* **Task statement**
All of the entries below are to be repeated word for word.

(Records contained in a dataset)
'''

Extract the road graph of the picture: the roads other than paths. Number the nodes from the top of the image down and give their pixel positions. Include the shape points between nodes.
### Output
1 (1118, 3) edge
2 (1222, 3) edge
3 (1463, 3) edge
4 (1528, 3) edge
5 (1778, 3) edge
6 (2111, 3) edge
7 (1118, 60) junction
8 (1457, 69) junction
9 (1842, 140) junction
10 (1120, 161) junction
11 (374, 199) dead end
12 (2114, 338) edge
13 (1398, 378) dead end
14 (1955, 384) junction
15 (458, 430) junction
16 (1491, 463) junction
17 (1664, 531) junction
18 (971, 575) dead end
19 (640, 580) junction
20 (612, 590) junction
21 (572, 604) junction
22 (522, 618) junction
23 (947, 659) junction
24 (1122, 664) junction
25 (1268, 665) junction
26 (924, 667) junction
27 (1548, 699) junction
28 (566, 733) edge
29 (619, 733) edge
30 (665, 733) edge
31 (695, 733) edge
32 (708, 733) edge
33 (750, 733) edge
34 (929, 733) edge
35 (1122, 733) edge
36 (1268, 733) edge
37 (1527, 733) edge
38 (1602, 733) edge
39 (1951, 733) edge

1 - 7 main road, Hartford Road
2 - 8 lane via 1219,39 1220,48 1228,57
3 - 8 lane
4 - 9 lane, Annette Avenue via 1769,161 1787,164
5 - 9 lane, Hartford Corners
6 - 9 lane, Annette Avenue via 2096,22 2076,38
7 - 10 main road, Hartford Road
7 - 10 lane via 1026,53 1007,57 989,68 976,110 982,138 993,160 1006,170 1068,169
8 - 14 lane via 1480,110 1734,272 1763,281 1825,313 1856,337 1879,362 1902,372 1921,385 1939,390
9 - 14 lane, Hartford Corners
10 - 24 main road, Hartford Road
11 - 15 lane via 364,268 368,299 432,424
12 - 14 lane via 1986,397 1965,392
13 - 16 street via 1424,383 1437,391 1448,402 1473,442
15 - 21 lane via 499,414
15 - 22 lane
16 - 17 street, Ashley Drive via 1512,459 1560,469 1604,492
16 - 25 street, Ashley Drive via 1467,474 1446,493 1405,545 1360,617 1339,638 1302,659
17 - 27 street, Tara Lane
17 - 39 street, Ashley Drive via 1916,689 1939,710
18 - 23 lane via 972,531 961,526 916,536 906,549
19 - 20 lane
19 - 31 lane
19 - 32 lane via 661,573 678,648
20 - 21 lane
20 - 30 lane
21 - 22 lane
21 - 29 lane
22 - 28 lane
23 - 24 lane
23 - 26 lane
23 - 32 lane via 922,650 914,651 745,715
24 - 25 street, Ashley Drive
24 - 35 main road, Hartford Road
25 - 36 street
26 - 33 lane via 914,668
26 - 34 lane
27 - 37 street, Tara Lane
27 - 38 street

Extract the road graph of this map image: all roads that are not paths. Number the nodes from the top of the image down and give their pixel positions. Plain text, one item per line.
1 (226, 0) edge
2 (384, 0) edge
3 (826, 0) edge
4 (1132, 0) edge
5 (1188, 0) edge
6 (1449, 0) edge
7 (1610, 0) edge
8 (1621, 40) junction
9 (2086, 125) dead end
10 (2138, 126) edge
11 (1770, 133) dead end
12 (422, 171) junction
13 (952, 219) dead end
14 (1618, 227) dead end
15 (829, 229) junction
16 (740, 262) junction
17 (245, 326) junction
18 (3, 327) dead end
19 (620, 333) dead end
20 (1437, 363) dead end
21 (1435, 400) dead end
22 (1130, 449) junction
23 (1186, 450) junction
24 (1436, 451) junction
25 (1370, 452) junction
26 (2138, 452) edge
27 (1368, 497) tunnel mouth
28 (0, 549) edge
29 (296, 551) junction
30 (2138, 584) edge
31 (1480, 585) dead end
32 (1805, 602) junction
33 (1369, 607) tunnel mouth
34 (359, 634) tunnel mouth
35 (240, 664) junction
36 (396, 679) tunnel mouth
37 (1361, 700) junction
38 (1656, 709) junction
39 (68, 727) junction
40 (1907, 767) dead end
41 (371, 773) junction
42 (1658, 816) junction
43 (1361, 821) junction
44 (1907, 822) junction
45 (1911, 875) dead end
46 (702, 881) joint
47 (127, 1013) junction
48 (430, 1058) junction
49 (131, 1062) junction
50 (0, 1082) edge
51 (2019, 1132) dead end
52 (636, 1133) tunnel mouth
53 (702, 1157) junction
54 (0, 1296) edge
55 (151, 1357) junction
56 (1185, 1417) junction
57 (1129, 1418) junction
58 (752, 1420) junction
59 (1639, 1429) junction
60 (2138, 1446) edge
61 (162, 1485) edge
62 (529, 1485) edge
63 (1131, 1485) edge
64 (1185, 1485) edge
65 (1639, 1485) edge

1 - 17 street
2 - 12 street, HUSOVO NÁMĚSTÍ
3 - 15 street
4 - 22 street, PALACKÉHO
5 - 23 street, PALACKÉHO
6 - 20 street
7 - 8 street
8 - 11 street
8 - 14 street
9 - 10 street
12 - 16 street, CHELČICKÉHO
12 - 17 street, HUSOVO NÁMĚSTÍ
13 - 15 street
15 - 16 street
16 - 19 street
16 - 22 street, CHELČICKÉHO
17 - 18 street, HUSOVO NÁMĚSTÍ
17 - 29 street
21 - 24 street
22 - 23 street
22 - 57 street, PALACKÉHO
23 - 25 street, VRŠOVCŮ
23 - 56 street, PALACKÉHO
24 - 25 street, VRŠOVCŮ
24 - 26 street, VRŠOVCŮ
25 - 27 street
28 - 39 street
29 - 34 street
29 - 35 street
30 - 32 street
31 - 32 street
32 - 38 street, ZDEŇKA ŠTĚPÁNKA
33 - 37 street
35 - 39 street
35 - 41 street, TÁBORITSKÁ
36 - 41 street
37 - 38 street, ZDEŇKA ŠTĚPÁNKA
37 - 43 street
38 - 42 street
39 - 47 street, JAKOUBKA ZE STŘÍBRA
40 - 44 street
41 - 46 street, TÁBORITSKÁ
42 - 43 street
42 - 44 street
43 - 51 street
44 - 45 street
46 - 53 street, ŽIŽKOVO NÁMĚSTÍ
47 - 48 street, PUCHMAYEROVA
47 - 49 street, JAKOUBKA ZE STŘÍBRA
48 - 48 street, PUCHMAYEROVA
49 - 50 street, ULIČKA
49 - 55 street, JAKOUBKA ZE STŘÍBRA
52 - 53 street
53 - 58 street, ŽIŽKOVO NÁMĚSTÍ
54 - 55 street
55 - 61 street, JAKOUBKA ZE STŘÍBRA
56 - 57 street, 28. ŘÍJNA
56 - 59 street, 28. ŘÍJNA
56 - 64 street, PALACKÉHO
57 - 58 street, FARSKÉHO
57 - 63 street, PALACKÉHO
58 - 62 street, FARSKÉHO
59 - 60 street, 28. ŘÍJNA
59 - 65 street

'''

* **Response**
Extract the road graph of the picture: the roads other than paths. Number the nodes from the top of the image down and give their pixel positions. Include the shape points between nodes.
### Output
1 (1118, 3) edge
2 (1222, 3) edge
3 (1463, 3) edge
4 (1528, 3) edge
5 (1778, 3) edge
6 (2111, 3) edge
7 (1118, 60) junction
8 (1457, 69) junction
9 (1842, 140) junction
10 (1120, 161) junction
11 (374, 199) dead end
12 (2114, 338) edge
13 (1398, 378) dead end
14 (1955, 384) junction
15 (458, 430) junction
16 (1491, 463) junction
17 (1664, 531) junction
18 (971, 575) dead end
19 (640, 580) junction
20 (612, 590) junction
21 (572, 604) junction
22 (522, 618) junction
23 (947, 659) junction
24 (1122, 664) junction
25 (1268, 665) junction
26 (924, 667) junction
27 (1548, 699) junction
28 (566, 733) edge
29 (619, 733) edge
30 (665, 733) edge
31 (695, 733) edge
32 (708, 733) edge
33 (750, 733) edge
34 (929, 733) edge
35 (1122, 733) edge
36 (1268, 733) edge
37 (1527, 733) edge
38 (1602, 733) edge
39 (1951, 733) edge

1 - 7 main road, Hartford Road
2 - 8 lane via 1219,39 1220,48 1228,57
3 - 8 lane
4 - 9 lane, Annette Avenue via 1769,161 1787,164
5 - 9 lane, Hartford Corners
6 - 9 lane, Annette Avenue via 2096,22 2076,38
7 - 10 main road, Hartford Road
7 - 10 lane via 1026,53 1007,57 989,68 976,110 982,138 993,160 1006,170 1068,169
8 - 14 lane via 1480,110 1734,272 1763,281 1825,313 1856,337 1879,362 1902,372 1921,385 1939,390
9 - 14 lane, Hartford Corners
10 - 24 main road, Hartford Road
11 - 15 lane via 364,268 368,299 432,424
12 - 14 lane via 1986,397 1965,392
13 - 16 street via 1424,383 1437,391 1448,402 1473,442
15 - 21 lane via 499,414
15 - 22 lane
16 - 17 street, Ashley Drive via 1512,459 1560,469 1604,492
16 - 25 street, Ashley Drive via 1467,474 1446,493 1405,545 1360,617 1339,638 1302,659
17 - 27 street, Tara Lane
17 - 39 street, Ashley Drive via 1916,689 1939,710
18 - 23 lane via 972,531 961,526 916,536 906,549
19 - 20 lane
19 - 31 lane
19 - 32 lane via 661,573 678,648
20 - 21 lane
20 - 30 lane
21 - 22 lane
21 - 29 lane
22 - 28 lane
23 - 24 lane
23 - 26 lane
23 - 32 lane via 922,650 914,651 745,715
24 - 25 street, Ashley Drive
24 - 35 main road, Hartford Road
25 - 36 street
26 - 33 lane via 914,668
26 - 34 lane
27 - 37 street, Tara Lane
27 - 38 street

Extract the road graph of this map image: all roads that are not paths. Number the nodes from the top of the image down and give their pixel positions. Plain text, one item per line.
1 (226, 0) edge
2 (384, 0) edge
3 (826, 0) edge
4 (1132, 0) edge
5 (1188, 0) edge
6 (1449, 0) edge
7 (1610, 0) edge
8 (1621, 40) junction
9 (2086, 125) dead end
10 (2138, 126) edge
11 (1770, 133) dead end
12 (422, 171) junction
13 (952, 219) dead end
14 (1618, 227) dead end
15 (829, 229) junction
16 (740, 262) junction
17 (245, 326) junction
18 (3, 327) dead end
19 (620, 333) dead end
20 (1437, 363) dead end
21 (1435, 400) dead end
22 (1130, 449) junction
23 (1186, 450) junction
24 (1436, 451) junction
25 (1370, 452) junction
26 (2138, 452) edge
27 (1368, 497) tunnel mouth
28 (0, 549) edge
29 (296, 551) junction
30 (2138, 584) edge
31 (1480, 585) dead end
32 (1805, 602) junction
33 (1369, 607) tunnel mouth
34 (359, 634) tunnel mouth
35 (240, 664) junction
36 (396, 679) tunnel mouth
37 (1361, 700) junction
38 (1656, 709) junction
39 (68, 727) junction
40 (1907, 767) dead end
41 (371, 773) junction
42 (1658, 816) junction
43 (1361, 821) junction
44 (1907, 822) junction
45 (1911, 875) dead end
46 (702, 881) joint
47 (127, 1013) junction
48 (430, 1058) junction
49 (131, 1062) junction
50 (0, 1082) edge
51 (2019, 1132) dead end
52 (636, 1133) tunnel mouth
53 (702, 1157) junction
54 (0, 1296) edge
55 (151, 1357) junction
56 (1185, 1417) junction
57 (1129, 1418) junction
58 (752, 1420) junction
59 (1639, 1429) junction
60 (2138, 1446) edge
61 (162, 1485) edge
62 (529, 1485) edge
63 (1131, 1485) edge
64 (1185, 1485) edge
65 (1639, 1485) edge

1 - 17 street
2 - 12 street, HUSOVO NÁMĚSTÍ
3 - 15 street
4 - 22 street, PALACKÉHO
5 - 23 street, PALACKÉHO
6 - 20 street
7 - 8 street
8 - 11 street
8 - 14 street
9 - 10 street
12 - 16 street, CHELČICKÉHO
12 - 17 street, HUSOVO NÁMĚSTÍ
13 - 15 street
15 - 16 street
16 - 19 street
16 - 22 street, CHELČICKÉHO
17 - 18 street, HUSOVO NÁMĚSTÍ
17 - 29 street
21 - 24 street
22 - 23 street
22 - 57 street, PALACKÉHO
23 - 25 street, VRŠOVCŮ
23 - 56 street, PALACKÉHO
24 - 25 street, VRŠOVCŮ
24 - 26 street, VRŠOVCŮ
25 - 27 street
28 - 39 street
29 - 34 street
29 - 35 street
30 - 32 street
31 - 32 street
32 - 38 street, ZDEŇKA ŠTĚPÁNKA
33 - 37 street
35 - 39 street
35 - 41 street, TÁBORITSKÁ
36 - 41 street
37 - 38 street, ZDEŇKA ŠTĚPÁNKA
37 - 43 street
38 - 42 street
39 - 47 street, JAKOUBKA ZE STŘÍBRA
40 - 44 street
41 - 46 street, TÁBORITSKÁ
42 - 43 street
42 - 44 street
43 - 51 street
44 - 45 street
46 - 53 street, ŽIŽKOVO NÁMĚSTÍ
47 - 48 street, PUCHMAYEROVA
47 - 49 street, JAKOUBKA ZE STŘÍBRA
48 - 48 street, PUCHMAYEROVA
49 - 50 street, ULIČKA
49 - 55 street, JAKOUBKA ZE STŘÍBRA
52 - 53 street
53 - 58 street, ŽIŽKOVO NÁMĚSTÍ
54 - 55 street
55 - 61 street, JAKOUBKA ZE STŘÍBRA
56 - 57 street, 28. ŘÍJNA
56 - 59 street, 28. ŘÍJNA
56 - 64 street, PALACKÉHO
57 - 58 street, FARSKÉHO
57 - 63 street, PALACKÉHO
58 - 62 street, FARSKÉHO
59 - 60 street, 28. ŘÍJNA
59 - 65 street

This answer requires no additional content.